INPUT FOR THIS TASK START

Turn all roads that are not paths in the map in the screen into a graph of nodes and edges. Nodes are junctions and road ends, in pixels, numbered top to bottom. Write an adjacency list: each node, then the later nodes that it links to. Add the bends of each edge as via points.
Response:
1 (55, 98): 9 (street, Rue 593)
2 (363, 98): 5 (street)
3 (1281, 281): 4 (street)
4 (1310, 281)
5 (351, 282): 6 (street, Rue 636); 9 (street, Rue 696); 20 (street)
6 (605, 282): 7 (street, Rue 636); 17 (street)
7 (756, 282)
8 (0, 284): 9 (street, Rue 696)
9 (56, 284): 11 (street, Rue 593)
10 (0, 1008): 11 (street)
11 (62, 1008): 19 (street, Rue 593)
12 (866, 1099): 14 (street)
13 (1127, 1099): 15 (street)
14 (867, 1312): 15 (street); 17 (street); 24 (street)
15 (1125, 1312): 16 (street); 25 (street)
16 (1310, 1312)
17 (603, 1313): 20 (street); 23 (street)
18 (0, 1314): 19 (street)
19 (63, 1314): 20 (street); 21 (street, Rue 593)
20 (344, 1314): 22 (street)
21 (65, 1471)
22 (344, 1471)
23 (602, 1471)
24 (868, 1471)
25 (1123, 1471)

INPUT FOR THIS TASK END
INPUT FOR THIS TASK START

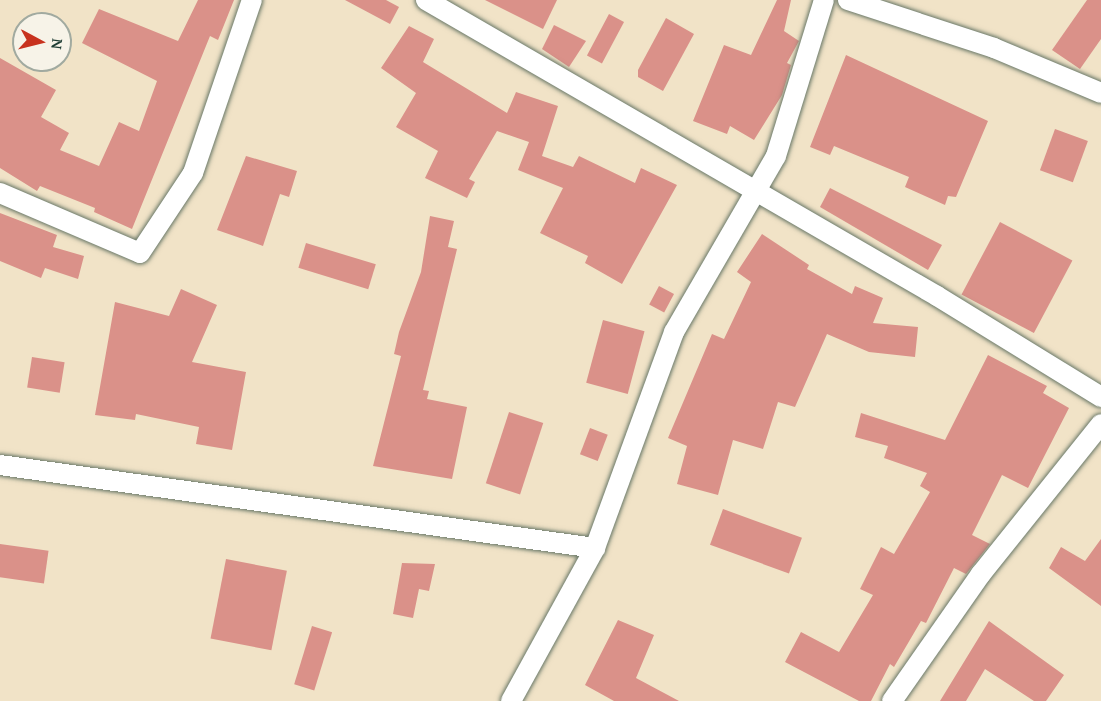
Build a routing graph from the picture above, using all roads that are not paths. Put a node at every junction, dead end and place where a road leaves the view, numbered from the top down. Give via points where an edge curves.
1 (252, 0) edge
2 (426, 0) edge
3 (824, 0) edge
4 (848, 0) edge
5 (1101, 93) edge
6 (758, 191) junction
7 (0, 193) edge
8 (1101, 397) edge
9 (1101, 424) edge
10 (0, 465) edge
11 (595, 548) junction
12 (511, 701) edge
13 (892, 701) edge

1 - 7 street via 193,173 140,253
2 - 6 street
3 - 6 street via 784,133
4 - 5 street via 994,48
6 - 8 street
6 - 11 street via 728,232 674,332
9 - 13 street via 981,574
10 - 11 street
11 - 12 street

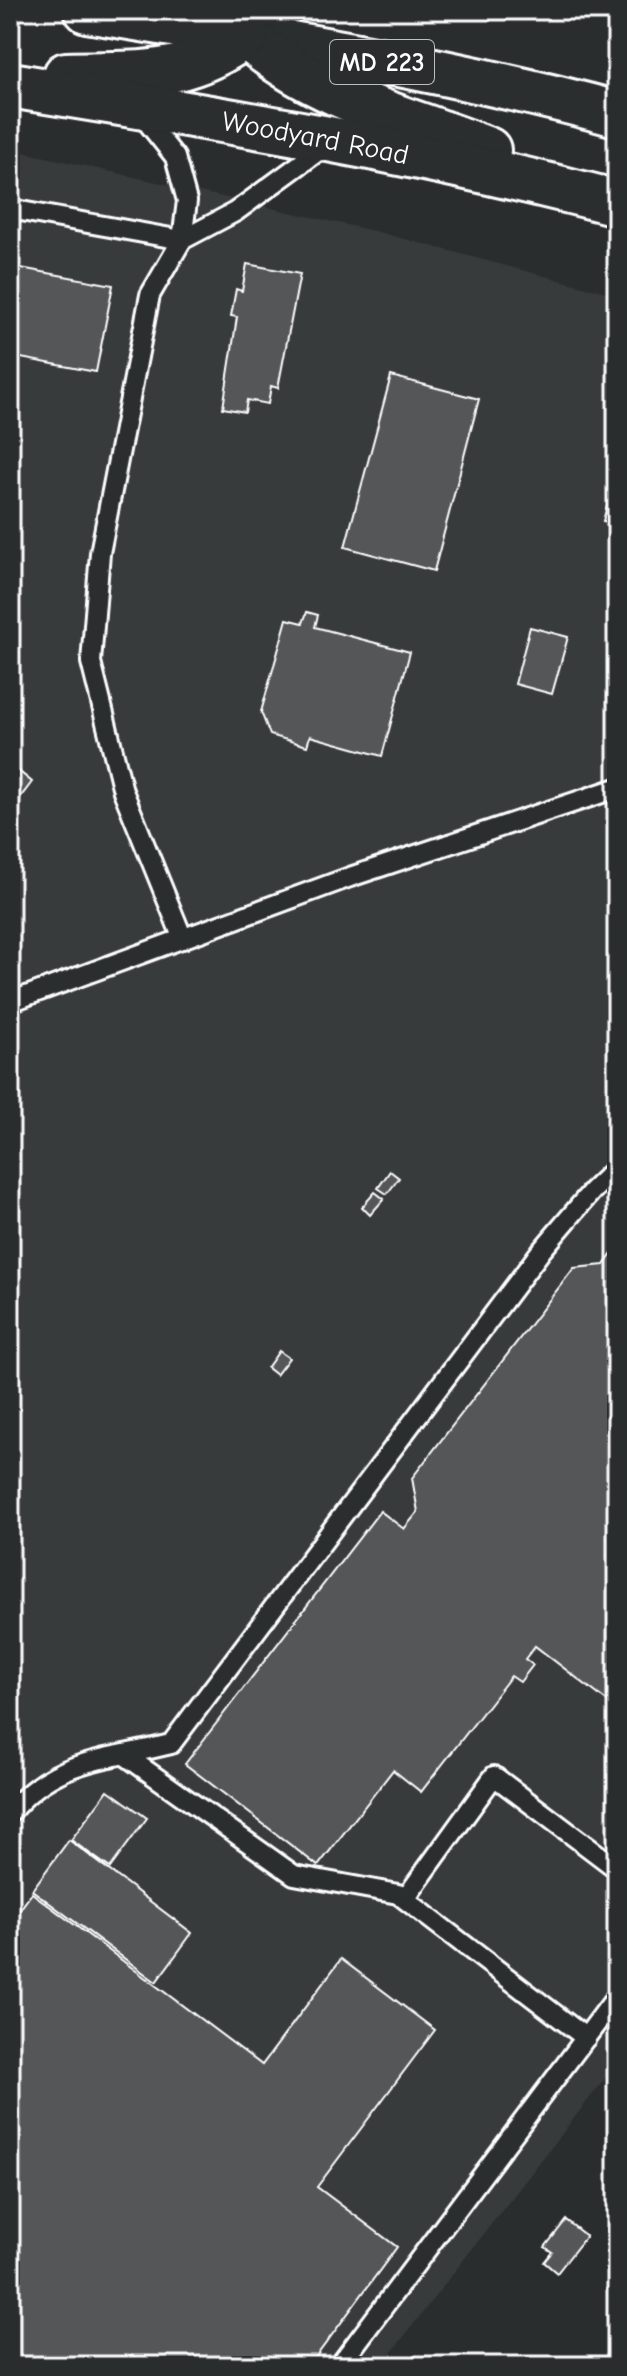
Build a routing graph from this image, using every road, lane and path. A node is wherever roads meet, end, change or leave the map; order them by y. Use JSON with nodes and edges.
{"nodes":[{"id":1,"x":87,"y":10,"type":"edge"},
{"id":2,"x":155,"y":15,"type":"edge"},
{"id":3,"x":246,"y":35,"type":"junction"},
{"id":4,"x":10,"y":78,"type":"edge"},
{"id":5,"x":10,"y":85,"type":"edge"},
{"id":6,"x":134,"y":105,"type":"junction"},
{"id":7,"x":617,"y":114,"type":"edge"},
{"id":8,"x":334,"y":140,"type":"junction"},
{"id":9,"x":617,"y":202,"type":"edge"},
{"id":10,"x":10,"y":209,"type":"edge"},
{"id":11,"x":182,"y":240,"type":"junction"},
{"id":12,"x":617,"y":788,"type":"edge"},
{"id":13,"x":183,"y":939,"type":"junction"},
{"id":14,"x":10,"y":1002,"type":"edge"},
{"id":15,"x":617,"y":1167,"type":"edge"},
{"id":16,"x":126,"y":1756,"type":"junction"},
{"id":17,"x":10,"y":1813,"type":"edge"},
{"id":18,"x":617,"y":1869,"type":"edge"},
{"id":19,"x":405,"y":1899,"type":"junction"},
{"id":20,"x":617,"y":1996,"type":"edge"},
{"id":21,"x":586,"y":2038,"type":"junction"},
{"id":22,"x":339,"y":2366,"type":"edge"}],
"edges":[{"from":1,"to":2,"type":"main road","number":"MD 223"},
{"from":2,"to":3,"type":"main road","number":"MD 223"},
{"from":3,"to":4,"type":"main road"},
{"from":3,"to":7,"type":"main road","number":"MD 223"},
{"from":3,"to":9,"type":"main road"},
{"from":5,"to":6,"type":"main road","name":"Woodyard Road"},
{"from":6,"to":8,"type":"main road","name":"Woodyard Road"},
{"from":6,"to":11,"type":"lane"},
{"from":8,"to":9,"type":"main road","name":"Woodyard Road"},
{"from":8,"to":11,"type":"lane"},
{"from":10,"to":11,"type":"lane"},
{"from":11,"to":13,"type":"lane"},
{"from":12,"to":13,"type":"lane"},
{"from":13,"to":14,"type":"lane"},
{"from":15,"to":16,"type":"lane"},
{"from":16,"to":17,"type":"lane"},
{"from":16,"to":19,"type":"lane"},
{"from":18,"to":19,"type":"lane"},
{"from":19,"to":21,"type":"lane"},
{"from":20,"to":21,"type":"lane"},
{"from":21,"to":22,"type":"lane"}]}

INPUT FOR THIS TASK END
INPUT FOR THIS TASK START

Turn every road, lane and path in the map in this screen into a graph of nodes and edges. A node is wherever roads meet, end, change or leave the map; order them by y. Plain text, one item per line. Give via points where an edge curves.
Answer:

INPUT FOR THIS TASK END

AIM OF THE EXERCISE: How many lines in the listing contain the word "Turn"? Answer with the count and nothing else.

THE ANSWER: 2